SUPERIOR COURT OF NEW JERSEY APPELLATE DIVISION
Apr 10, 2017
DOCKET NO. A-4273-13T1 (App. Div. Apr. 10, 2017)

Opinion

DOCKET NO. A-4273-13T1

04-10-2017

STATE OF NEW JERSEY, Plaintiff-Respondent, v. MARC SUTTON, Defendant-Appellant.

Joseph E. Krakora, Public Defender, attorney for appellant (Amira Scurato, Assistant Deputy Public Defender, of counsel and on the brief). Andrew C. Carey, Middlesex County Prosecutor, attorney for respondent (Joie Piderit, Assistant Prosecutor, of counsel and on the brief).

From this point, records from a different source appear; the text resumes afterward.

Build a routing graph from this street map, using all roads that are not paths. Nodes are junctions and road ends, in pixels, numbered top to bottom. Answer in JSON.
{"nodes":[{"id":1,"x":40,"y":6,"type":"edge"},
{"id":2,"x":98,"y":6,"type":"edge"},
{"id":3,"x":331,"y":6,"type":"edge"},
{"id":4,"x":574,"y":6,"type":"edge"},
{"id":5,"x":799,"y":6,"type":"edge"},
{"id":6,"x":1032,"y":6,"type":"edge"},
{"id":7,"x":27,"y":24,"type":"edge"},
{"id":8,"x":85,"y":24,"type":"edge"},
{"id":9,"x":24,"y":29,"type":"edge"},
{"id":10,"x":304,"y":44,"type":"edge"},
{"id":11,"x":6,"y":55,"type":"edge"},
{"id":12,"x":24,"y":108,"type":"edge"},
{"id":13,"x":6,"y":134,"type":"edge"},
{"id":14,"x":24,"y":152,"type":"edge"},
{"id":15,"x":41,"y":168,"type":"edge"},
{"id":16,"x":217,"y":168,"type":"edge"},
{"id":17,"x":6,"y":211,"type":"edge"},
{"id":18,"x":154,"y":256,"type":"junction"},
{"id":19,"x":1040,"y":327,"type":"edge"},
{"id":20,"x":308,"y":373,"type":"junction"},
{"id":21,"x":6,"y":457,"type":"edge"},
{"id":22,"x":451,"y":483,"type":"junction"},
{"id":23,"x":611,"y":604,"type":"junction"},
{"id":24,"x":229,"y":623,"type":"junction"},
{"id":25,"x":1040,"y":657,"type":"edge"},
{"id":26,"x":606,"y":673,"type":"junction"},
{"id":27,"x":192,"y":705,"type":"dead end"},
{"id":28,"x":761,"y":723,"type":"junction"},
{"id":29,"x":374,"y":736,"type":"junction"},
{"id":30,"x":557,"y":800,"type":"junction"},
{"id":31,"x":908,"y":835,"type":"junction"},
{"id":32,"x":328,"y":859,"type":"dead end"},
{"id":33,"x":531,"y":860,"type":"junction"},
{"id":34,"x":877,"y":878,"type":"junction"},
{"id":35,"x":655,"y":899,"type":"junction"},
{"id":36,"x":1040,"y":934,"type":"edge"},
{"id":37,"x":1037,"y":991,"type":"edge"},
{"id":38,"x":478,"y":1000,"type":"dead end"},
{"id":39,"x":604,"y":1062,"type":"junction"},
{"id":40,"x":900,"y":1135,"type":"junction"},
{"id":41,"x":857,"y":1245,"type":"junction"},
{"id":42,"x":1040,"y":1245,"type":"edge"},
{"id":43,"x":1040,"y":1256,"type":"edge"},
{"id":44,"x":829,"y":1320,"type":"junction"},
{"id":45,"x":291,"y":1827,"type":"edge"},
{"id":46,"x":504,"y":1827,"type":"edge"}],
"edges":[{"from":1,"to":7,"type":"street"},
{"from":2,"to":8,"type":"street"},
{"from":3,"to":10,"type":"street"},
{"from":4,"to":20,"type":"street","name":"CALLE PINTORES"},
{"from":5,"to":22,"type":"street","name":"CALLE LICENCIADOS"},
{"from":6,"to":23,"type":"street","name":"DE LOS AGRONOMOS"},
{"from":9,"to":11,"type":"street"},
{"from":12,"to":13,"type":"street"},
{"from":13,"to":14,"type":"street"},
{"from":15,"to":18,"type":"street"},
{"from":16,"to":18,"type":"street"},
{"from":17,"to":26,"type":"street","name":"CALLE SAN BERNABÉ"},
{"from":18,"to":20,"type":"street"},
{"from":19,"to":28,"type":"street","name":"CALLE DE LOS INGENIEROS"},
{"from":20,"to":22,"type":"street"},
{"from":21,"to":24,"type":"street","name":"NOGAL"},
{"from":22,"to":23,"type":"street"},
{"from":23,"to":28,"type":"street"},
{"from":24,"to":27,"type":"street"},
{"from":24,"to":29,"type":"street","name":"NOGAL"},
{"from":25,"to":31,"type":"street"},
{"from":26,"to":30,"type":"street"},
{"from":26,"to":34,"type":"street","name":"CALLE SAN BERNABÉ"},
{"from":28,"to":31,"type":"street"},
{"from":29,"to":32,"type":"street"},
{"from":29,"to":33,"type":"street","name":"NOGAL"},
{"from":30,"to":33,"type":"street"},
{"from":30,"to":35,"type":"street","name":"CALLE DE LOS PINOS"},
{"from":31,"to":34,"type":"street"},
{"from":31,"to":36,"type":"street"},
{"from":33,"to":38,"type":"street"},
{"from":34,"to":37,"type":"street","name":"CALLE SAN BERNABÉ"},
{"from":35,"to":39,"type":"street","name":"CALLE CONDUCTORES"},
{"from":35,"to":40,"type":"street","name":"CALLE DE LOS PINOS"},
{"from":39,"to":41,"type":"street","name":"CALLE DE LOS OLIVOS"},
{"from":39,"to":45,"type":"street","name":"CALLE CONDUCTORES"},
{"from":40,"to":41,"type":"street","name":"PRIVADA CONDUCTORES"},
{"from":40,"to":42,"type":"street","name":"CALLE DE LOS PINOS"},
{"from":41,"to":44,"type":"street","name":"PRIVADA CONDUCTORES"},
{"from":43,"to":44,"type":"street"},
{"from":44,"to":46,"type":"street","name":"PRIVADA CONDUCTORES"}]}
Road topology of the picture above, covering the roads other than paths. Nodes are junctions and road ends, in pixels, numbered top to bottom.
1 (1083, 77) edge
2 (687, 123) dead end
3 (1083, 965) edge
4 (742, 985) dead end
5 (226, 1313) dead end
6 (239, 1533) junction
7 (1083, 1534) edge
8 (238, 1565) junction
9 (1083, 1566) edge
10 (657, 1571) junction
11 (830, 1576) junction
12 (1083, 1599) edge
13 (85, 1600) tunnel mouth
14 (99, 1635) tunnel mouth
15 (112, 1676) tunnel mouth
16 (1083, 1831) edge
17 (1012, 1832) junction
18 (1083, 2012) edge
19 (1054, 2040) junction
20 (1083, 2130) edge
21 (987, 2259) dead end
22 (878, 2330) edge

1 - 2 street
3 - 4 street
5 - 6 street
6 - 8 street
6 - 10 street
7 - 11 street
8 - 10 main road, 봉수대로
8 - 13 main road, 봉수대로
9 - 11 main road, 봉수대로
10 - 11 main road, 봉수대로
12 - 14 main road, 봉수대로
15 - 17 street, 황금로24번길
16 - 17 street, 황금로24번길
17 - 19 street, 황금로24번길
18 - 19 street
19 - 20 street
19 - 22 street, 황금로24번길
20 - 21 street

NOT FOR PUBLICATION WITHOUT THE APPROVAL OF THE APPELLATE DIVISION

This opinion shall not "constitute precedent or be binding upon any court." Although it is posted on the internet, this opinion is binding only on the parties in the case and its use in other cases is limited. R.1:36-3. Before Judges Alvarez and Accurso. On appeal from the Superior Court of New Jersey, Law Division, Middlesex County, Indictment Nos. 05-10-1399 and 05-12-1543. Joseph E. Krakora, Public Defender, attorney for appellant (Amira Scurato, Assistant Deputy Public Defender, of counsel and on the brief). Andrew C. Carey, Middlesex County Prosecutor, attorney for respondent (Joie Piderit, Assistant Prosecutor, of counsel and on the brief). PER CURIAM

Defendant Marc Sutton absconded after his trial began but before the jury returned its verdict of guilty on October 18, 2007. As a result, he was not sentenced until February 25, 2014. Defendant appeals and we affirm, but vacate the sentence and remand for a resentencing hearing.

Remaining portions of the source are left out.